In October 2024, the company announced the issuance of €500 million in "blue bonds," an investment dedicated to projects related to the protection of water resources. Also in 2024, Saur launched its joint venture with Inovaya, named Odalie a company specializing in the real estate sector that offers Aquapod, a solution designed for greywater recycling.

In November 2025, the group’s Dutch subsidiary acquired a majority stake in Coldep, a water treatment specialist. Also in November 2025, at the Sérignac-sur-Garonne site, Saur implemented its Carbo Plus technology for the first time. This system uses activated carbon to treat pesticides, micropollutants, and pharmaceutical residues.

== Operations ==

=== Overview ===
In 2022, Saur served 20 million consumers across 9,500 local authorities and industrial clients worldwide. The company operates in more than 25 countries.

Saur’s international operations are structured around several key regions. In Southern Europe, particularly in Portugal and Spain, the group operates municipal water and wastewater services through established local operators. In the Middle East, Saur is involved in water and wastewater management contracts, notably through long-term operating agreements and public-private partnership frameworks (Qatar, Saudi Arabia, UAE).

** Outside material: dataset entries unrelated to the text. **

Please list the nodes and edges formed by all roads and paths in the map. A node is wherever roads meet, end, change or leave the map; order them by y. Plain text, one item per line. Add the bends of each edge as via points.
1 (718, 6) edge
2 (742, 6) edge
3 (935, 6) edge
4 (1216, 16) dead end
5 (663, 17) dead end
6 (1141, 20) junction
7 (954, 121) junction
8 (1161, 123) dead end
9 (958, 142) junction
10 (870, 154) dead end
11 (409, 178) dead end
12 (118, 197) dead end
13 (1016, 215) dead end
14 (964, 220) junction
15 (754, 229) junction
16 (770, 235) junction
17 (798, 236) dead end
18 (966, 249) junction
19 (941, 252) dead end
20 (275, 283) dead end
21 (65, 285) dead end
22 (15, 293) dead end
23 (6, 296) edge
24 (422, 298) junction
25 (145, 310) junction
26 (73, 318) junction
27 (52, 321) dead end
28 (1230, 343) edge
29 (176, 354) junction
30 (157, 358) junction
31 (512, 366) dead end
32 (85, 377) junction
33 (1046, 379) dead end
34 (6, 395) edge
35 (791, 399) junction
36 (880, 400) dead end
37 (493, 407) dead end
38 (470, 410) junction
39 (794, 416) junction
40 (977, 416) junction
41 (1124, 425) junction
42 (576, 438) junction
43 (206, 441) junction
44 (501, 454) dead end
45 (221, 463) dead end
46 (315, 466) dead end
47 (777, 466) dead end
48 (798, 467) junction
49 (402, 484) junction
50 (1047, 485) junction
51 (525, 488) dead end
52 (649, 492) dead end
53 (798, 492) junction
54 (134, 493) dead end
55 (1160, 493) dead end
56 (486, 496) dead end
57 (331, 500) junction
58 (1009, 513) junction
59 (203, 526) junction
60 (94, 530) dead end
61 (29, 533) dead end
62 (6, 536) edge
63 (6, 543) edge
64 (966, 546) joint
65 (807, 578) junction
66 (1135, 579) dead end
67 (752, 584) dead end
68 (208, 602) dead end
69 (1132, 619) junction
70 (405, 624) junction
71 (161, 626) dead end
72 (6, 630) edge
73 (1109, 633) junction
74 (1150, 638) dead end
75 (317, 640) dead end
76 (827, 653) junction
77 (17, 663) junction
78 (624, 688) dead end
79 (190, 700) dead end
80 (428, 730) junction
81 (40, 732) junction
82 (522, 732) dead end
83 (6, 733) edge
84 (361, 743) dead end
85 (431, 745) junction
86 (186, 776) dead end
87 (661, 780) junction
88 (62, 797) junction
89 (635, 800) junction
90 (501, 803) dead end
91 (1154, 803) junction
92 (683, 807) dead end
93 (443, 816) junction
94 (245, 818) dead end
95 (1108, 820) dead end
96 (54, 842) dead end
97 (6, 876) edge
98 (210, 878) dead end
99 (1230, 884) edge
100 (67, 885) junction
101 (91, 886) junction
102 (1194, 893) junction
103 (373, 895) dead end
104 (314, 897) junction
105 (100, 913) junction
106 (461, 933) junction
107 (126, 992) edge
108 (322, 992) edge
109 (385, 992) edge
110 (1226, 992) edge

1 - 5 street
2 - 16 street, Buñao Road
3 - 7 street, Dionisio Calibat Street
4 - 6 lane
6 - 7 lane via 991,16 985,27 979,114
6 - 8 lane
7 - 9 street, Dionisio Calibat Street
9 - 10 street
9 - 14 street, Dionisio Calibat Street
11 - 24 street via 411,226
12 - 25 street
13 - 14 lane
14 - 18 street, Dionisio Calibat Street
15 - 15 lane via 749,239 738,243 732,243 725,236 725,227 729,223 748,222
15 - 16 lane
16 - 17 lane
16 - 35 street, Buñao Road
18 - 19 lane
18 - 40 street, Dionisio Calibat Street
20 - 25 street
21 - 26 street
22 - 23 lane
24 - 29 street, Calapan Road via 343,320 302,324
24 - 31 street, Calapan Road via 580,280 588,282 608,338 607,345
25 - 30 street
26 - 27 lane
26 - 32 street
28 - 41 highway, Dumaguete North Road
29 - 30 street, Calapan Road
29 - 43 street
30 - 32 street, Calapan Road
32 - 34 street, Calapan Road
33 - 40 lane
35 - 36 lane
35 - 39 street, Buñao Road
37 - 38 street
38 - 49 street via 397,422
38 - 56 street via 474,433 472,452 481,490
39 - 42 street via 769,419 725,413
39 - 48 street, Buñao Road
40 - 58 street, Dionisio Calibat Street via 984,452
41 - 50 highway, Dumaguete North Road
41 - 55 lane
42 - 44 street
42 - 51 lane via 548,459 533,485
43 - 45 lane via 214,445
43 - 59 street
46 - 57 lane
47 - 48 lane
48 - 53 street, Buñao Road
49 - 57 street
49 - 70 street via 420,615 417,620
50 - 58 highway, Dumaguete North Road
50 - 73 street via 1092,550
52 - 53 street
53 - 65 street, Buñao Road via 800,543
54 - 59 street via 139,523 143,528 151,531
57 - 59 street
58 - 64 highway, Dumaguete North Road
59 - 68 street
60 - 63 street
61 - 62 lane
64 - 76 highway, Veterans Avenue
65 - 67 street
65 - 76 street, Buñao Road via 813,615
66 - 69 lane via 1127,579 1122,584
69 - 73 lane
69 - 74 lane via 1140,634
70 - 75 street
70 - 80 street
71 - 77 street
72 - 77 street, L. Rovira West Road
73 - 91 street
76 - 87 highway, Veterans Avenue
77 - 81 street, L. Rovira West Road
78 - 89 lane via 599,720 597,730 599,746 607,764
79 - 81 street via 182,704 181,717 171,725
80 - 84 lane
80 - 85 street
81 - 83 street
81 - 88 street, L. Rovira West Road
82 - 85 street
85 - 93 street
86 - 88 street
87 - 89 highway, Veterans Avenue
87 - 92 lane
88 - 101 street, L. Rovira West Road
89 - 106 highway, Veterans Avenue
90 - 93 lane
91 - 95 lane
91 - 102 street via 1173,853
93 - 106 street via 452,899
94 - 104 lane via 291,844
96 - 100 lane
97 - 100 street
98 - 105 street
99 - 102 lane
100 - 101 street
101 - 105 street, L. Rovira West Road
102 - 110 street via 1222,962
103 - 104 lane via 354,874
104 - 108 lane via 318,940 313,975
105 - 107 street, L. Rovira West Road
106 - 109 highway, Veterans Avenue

The group also maintains operations in North America (United States), Asia, with a strong focus on industrial water treatment and reuse solutions.

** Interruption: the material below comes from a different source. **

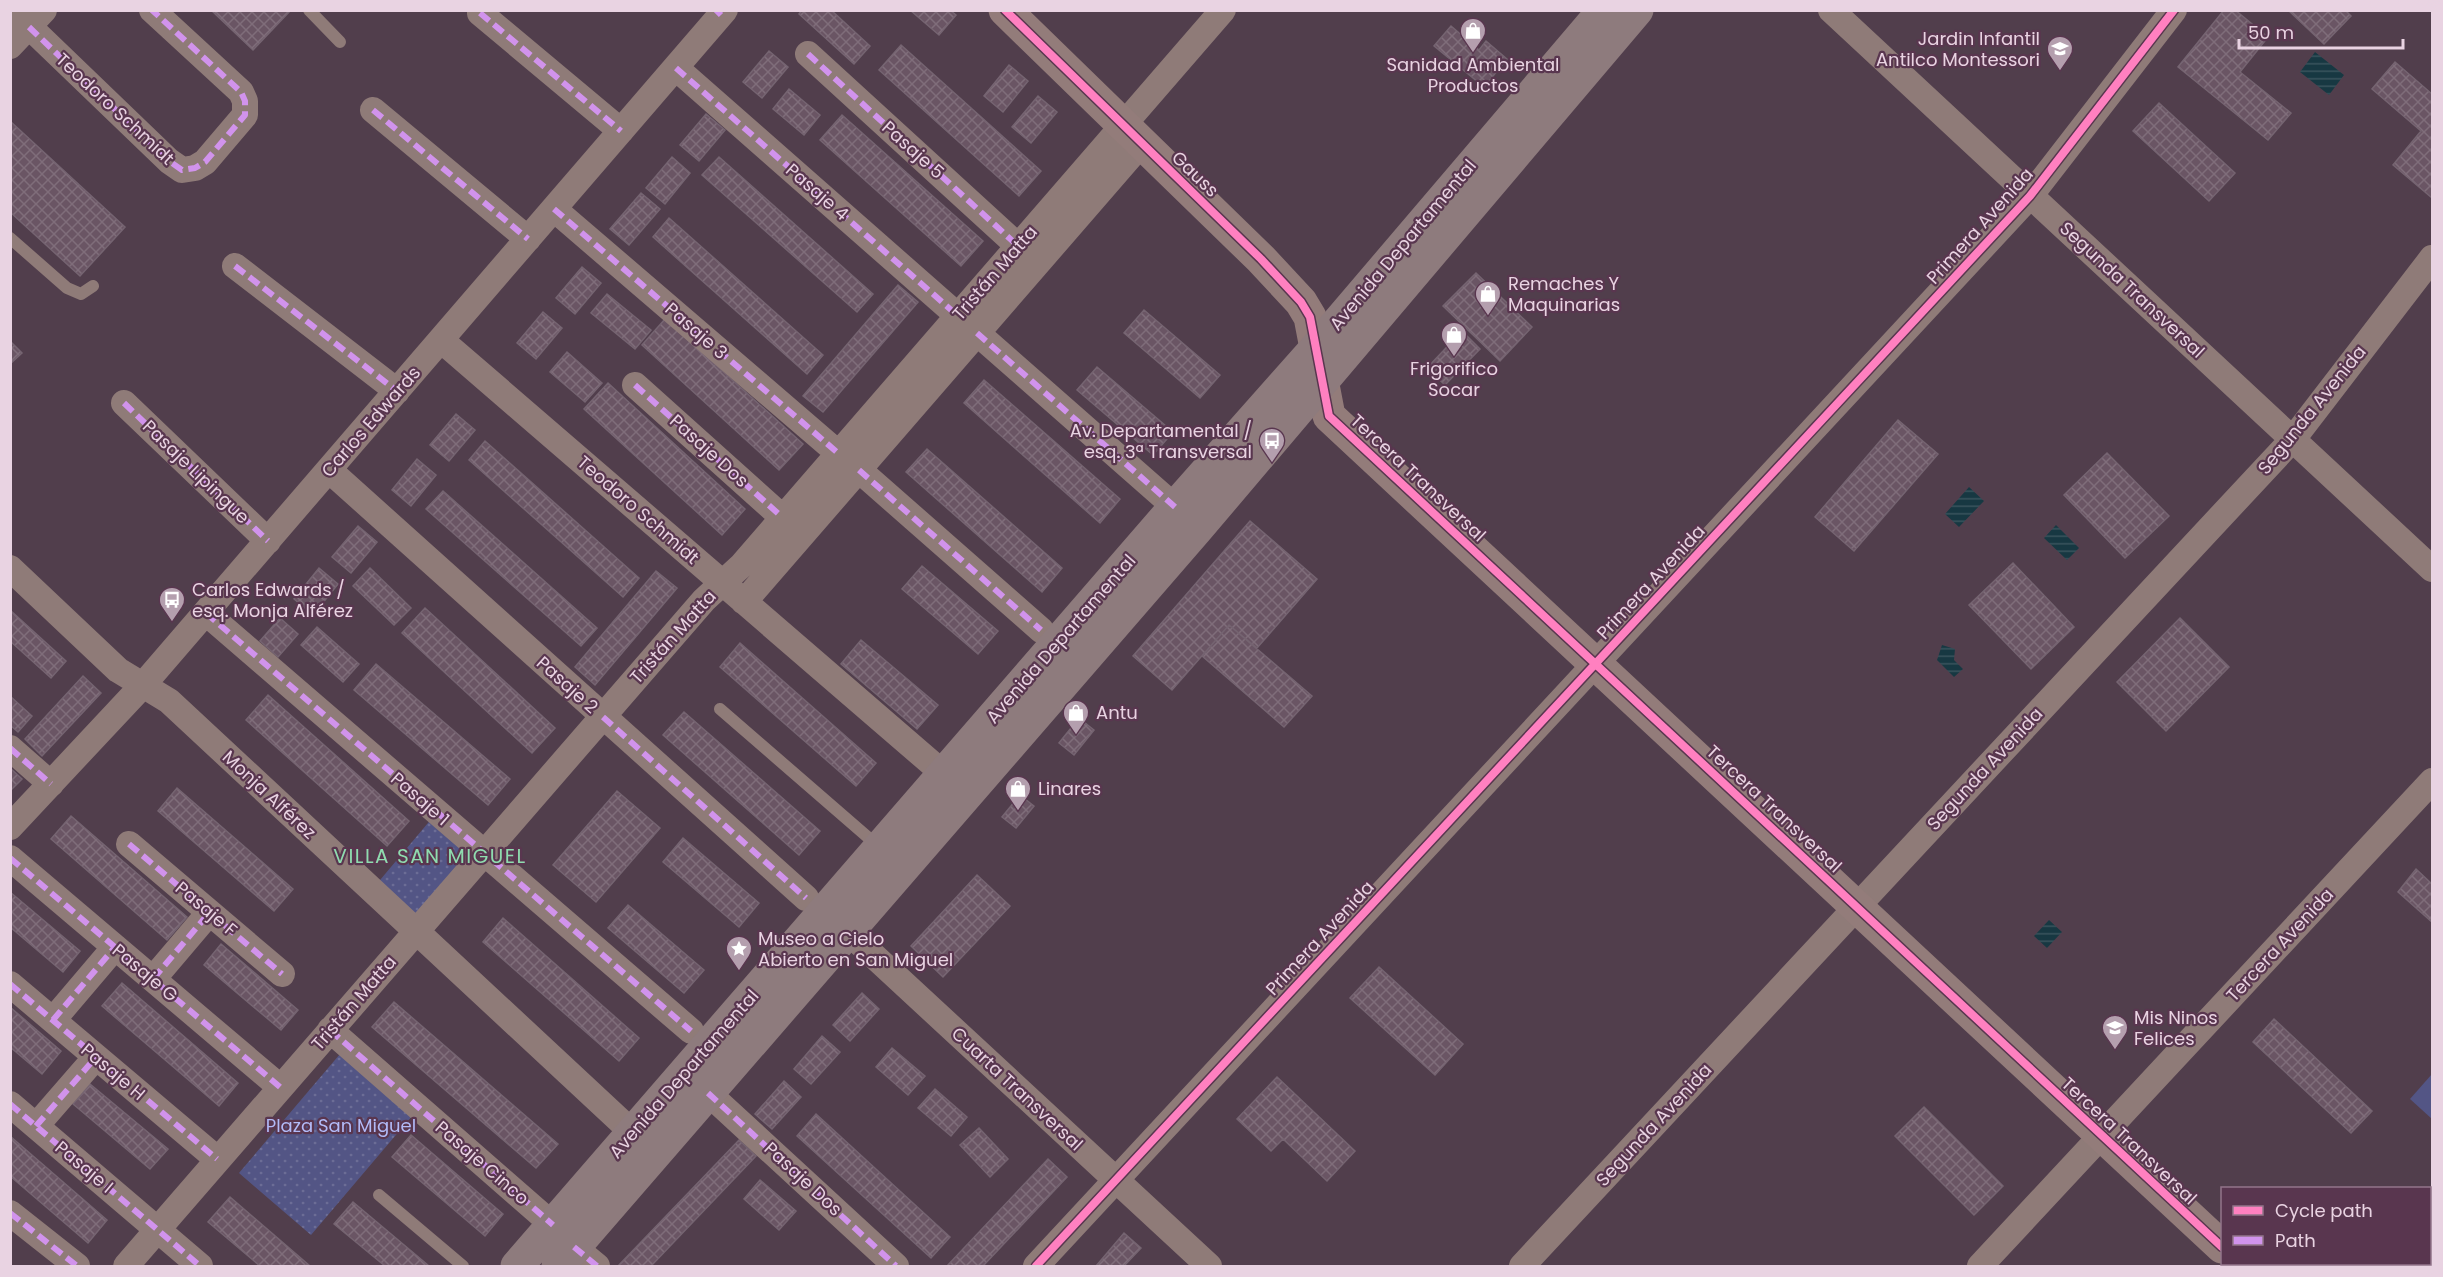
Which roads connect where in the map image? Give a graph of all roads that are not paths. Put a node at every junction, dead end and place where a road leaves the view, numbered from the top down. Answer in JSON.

In 2025, Saur employs 12,000 people.

Saur serves 6,700 municipalities in France, providing water and sanitation services to seven million consumers. The Saur Group is involved in developing treatment processes, particularly for the removal of micropollutants.

=== Subsidiaries ===

==== Nijhuis Saur Industries (NSI) ====
With the acquisition of the Dutch company Nijhuis Industries, the group has structured a division dedicated to industrial clients, named Nijhuis Saur Industries (NSI). This division designs and operates process water and effluent treatment facilities for sectors such as food and beverage, chemicals, pharmaceuticals, and heavy industry in general. It also includes mobile water services (mobile treatment units for temporary or emergency needs), as well as energy recovery (converting sewage sludge and industrial effluents into biogas or biomethane).

==== Natural Systems Utilities ====
Acquired in 2023, Natural Systems Utilities (NSU) is one of the leading providers of turnkey solutions for wastewater treatment and treated wastewater reuse in the United States, with more than 270 systems currently in operation.

==== Aqua-Chem ====
The acquisition of Aqua-Chem strengthens the Saur Group's position in the North American water treatment market. Based in Knoxville, Tennessee, the firm operates in 40 countries and specializes in water purification.

==== Stereau ====
Stereau is the engineering subsidiary of the Saur Group. Stereau handles the 'design, construction, and operational assistance' of wastewater treatment plants and drinking water production facilities. The company also specializes in the construction of process water treatment plants and equipment for odor control, grease removal, and sludge volume reduction.

==== ImaGeau ====
ImaGeau, a Saur Group subsidiary, specializes in digital water technologies. Established in 2009, the company operates a hydrogeology consulting office alongside proprietary business software dedicated to the water sector. Notably, ImaGeau processes vast amounts of data concerning water resources.

==== Cise TP ====
Cise TP designs, installs, and rehabilitates water distribution networks, ranging from wastewater collection to stormwater management.

==== Coldep ====
Coldep is an entity featuring patented vacuum pressure separation technology (Vacuum Air Lift), which enables the separation of contaminants from water, like PFAS.

== Governance ==

- Patrick Blethon (Executive Chairman of the Saur Group);

- Luis de Lope (President of Saur International);

- Estelle Grelier (President of Saur France);

== Ownership ==
The main shareholder of Saur is EQT Partners, along with DIF Capital Partners and the PGGM Infrastructure Fund.